→ What this task involves: Copy each line of the data below with the word "picture".

(Saved data entries)
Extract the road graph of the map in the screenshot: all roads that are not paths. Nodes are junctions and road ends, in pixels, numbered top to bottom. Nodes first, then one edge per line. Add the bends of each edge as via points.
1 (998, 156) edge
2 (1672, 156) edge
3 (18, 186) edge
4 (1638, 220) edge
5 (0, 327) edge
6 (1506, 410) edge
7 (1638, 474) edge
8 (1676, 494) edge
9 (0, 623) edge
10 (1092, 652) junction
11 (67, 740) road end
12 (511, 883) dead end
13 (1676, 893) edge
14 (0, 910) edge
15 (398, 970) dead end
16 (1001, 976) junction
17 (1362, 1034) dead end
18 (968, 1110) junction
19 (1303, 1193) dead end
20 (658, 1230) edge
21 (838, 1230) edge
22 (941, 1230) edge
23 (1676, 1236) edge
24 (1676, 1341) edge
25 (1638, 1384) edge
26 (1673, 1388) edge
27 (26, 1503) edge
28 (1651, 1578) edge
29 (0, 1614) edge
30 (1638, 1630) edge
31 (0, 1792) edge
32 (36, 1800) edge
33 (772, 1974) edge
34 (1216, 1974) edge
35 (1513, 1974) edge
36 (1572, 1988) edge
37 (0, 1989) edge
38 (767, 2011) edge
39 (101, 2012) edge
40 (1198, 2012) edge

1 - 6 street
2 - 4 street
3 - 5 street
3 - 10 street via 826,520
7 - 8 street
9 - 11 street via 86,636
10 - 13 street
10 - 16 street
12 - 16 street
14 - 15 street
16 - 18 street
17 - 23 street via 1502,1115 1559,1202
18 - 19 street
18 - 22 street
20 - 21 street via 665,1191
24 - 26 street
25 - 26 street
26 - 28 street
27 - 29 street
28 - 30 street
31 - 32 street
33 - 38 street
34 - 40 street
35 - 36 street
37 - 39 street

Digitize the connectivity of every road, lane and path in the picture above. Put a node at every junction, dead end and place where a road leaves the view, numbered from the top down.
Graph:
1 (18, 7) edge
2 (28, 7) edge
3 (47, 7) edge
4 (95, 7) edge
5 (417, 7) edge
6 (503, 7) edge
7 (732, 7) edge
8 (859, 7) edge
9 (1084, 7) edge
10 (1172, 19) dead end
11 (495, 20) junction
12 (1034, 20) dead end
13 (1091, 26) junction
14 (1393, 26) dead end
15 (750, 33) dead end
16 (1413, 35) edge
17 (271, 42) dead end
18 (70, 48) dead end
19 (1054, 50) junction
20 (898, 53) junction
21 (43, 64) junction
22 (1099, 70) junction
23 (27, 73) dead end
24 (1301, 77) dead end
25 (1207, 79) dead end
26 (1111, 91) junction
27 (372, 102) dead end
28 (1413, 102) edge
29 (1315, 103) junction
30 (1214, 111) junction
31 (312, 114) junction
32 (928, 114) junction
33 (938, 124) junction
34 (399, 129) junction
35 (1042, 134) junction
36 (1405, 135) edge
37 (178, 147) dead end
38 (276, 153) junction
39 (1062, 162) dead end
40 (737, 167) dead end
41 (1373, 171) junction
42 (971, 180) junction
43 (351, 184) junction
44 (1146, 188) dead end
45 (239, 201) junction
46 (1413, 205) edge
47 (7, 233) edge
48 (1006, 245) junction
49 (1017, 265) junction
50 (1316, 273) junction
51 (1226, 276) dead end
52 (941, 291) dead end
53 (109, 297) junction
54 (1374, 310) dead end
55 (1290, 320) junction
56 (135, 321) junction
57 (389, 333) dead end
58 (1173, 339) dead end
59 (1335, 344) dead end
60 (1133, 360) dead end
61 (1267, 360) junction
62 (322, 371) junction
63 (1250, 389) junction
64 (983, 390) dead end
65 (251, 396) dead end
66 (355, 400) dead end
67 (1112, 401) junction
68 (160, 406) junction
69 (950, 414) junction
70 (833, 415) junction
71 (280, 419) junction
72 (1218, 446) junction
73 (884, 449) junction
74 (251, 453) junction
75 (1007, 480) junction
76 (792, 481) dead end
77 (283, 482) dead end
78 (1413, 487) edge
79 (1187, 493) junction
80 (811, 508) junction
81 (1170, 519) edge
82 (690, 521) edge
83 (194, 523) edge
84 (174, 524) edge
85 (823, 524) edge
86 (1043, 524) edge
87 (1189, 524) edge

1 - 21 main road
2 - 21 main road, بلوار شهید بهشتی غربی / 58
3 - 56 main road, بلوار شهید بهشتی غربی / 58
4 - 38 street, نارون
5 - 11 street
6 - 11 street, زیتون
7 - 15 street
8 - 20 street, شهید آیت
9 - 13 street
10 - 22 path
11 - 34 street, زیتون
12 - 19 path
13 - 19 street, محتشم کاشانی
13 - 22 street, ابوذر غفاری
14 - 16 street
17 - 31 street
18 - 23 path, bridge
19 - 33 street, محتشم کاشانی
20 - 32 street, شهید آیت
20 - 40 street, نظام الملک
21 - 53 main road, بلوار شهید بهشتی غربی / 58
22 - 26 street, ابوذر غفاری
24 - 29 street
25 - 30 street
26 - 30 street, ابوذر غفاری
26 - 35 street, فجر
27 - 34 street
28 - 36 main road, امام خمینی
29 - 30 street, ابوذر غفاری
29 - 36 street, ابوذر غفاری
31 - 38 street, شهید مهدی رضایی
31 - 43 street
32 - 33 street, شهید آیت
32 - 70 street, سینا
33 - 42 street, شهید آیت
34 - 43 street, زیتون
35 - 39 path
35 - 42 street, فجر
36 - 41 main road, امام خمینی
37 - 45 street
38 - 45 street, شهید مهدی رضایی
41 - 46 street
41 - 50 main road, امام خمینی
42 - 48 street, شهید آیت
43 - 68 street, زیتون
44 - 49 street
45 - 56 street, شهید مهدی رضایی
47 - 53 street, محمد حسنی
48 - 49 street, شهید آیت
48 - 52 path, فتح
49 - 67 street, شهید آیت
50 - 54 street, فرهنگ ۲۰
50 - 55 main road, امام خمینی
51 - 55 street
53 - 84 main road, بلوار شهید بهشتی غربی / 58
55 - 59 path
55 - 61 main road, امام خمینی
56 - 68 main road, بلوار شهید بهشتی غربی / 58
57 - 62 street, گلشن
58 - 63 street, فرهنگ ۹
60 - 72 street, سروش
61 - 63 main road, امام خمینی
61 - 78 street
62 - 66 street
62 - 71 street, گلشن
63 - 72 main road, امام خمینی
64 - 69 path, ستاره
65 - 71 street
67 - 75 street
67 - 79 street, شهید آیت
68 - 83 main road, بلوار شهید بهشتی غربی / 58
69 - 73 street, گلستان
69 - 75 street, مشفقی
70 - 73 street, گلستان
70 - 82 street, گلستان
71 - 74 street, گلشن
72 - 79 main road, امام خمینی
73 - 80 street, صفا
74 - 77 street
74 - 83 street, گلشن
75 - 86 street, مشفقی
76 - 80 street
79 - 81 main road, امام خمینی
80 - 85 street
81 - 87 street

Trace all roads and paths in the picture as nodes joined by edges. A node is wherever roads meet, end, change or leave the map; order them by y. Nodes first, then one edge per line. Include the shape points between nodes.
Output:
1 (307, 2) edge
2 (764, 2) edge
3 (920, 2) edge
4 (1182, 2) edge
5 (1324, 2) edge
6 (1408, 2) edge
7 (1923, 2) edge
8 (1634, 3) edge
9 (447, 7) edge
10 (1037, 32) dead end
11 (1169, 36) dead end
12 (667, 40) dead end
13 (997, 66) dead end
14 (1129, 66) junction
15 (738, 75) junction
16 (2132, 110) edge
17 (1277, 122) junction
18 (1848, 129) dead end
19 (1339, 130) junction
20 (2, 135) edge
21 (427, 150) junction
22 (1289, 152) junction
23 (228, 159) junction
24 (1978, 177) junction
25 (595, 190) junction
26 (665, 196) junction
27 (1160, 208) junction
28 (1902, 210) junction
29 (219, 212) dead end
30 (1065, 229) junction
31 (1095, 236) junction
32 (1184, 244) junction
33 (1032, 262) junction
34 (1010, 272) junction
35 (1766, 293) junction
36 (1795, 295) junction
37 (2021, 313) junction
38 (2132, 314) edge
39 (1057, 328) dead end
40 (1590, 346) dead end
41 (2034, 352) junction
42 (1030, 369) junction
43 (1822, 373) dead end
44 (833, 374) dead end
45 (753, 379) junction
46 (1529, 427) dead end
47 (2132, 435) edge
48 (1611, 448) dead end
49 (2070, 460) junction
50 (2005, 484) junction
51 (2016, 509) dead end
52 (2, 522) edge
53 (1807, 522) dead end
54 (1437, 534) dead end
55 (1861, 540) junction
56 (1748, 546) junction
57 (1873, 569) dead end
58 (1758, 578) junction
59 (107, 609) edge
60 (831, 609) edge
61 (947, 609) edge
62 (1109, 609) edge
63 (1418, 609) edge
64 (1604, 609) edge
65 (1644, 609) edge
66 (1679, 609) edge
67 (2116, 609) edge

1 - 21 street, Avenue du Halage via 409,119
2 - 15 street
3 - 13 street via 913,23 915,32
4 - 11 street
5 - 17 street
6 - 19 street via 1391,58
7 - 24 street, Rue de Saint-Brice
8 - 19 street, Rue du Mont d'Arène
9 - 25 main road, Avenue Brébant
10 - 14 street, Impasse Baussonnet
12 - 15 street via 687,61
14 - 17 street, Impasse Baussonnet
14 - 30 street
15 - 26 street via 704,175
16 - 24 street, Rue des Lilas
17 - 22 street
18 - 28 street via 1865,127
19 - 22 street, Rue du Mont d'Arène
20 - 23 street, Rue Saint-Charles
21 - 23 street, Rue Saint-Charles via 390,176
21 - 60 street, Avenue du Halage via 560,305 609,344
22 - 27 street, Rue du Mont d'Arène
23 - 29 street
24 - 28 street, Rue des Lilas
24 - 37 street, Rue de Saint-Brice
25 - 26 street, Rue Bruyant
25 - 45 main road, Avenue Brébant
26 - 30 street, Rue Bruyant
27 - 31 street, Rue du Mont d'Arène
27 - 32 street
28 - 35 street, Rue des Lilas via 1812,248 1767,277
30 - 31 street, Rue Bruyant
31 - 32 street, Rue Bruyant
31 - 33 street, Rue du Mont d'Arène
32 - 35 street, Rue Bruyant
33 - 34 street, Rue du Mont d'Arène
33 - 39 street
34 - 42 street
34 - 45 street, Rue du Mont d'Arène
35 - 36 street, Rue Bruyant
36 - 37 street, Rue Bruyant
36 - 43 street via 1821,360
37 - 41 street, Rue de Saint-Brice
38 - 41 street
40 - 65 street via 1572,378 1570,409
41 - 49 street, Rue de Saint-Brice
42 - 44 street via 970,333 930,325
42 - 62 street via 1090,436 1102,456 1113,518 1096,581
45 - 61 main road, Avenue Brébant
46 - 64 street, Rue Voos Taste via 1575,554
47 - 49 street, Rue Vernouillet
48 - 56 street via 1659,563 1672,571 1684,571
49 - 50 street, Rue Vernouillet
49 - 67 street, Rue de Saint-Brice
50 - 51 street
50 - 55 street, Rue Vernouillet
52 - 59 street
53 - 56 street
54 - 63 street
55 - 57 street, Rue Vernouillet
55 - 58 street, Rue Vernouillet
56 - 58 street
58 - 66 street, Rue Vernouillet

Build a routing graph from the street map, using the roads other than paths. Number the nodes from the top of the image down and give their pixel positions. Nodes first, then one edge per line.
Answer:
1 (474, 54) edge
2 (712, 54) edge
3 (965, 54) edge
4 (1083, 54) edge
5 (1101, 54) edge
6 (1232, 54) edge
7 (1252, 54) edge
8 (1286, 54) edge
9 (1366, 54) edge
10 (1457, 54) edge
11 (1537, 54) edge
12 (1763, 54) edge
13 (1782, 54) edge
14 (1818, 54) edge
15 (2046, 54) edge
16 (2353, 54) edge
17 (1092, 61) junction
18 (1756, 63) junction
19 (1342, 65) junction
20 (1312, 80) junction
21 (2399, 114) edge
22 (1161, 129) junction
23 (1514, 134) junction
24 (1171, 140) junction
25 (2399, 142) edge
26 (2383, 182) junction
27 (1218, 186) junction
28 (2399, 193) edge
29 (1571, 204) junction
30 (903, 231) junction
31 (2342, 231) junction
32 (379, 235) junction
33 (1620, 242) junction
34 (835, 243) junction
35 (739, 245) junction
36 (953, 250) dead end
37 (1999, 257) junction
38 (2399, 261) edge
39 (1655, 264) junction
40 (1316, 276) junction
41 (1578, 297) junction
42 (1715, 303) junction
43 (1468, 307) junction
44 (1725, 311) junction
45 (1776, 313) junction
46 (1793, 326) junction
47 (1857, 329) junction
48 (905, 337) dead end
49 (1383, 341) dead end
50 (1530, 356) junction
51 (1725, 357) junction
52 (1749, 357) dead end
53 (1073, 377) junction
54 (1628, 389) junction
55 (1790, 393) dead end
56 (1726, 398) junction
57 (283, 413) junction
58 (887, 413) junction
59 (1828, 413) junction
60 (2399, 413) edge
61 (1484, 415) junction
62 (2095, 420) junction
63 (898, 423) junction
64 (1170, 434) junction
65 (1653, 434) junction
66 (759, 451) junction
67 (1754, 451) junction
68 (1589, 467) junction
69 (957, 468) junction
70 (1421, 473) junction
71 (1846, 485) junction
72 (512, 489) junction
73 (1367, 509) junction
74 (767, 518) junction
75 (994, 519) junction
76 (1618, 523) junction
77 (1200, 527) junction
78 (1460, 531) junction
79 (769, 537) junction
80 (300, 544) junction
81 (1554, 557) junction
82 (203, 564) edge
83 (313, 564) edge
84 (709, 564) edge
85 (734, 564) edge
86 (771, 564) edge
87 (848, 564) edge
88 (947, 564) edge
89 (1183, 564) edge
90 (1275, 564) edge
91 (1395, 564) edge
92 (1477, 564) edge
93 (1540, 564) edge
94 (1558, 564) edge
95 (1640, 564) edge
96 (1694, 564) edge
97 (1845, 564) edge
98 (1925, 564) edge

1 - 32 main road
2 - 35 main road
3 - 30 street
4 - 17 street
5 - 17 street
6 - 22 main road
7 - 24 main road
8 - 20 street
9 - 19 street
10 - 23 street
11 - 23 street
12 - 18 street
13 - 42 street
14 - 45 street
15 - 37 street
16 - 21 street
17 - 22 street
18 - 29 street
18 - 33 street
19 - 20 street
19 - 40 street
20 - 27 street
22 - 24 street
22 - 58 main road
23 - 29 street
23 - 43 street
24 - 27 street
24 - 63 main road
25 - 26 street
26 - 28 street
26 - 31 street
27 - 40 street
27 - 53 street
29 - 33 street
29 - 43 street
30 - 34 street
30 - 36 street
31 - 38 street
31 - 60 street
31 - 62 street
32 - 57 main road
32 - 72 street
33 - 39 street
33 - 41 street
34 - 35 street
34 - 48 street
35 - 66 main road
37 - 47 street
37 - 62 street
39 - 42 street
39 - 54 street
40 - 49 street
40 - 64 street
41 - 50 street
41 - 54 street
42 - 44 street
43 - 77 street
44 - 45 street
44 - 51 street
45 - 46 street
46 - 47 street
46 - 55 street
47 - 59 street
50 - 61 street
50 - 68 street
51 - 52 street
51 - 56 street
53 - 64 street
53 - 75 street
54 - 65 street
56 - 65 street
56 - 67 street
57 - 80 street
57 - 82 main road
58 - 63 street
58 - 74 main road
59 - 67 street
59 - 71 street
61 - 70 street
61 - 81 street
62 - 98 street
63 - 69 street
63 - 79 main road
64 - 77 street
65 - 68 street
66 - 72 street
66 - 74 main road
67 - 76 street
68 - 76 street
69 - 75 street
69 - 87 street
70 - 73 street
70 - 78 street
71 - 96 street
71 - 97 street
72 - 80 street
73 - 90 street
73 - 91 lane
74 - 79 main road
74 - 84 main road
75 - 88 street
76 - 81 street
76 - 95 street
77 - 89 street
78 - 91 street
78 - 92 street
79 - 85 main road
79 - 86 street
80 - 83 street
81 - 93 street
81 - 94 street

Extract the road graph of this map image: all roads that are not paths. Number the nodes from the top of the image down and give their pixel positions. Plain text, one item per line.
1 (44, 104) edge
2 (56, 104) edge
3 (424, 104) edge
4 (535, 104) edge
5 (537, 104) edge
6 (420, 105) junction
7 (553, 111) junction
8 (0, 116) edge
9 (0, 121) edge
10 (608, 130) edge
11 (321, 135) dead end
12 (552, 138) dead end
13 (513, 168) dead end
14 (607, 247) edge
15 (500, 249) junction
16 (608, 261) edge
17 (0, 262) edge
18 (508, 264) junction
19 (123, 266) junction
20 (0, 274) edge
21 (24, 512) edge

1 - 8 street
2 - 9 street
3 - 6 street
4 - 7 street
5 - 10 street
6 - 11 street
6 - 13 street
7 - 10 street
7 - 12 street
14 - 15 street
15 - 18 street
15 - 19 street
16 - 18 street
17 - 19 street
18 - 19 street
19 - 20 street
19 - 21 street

→ Task answer:
Digitize the connectivity of every road, lane and path in the picture above. Put a node at every junction, dead end and place where a road leaves the view, numbered from the top down.
Trace all roads and paths in the picture as nodes joined by edges. A node is wherever roads meet, end, change or leave the map; order them by y. Nodes first, then one edge per line. Include the shape points between nodes.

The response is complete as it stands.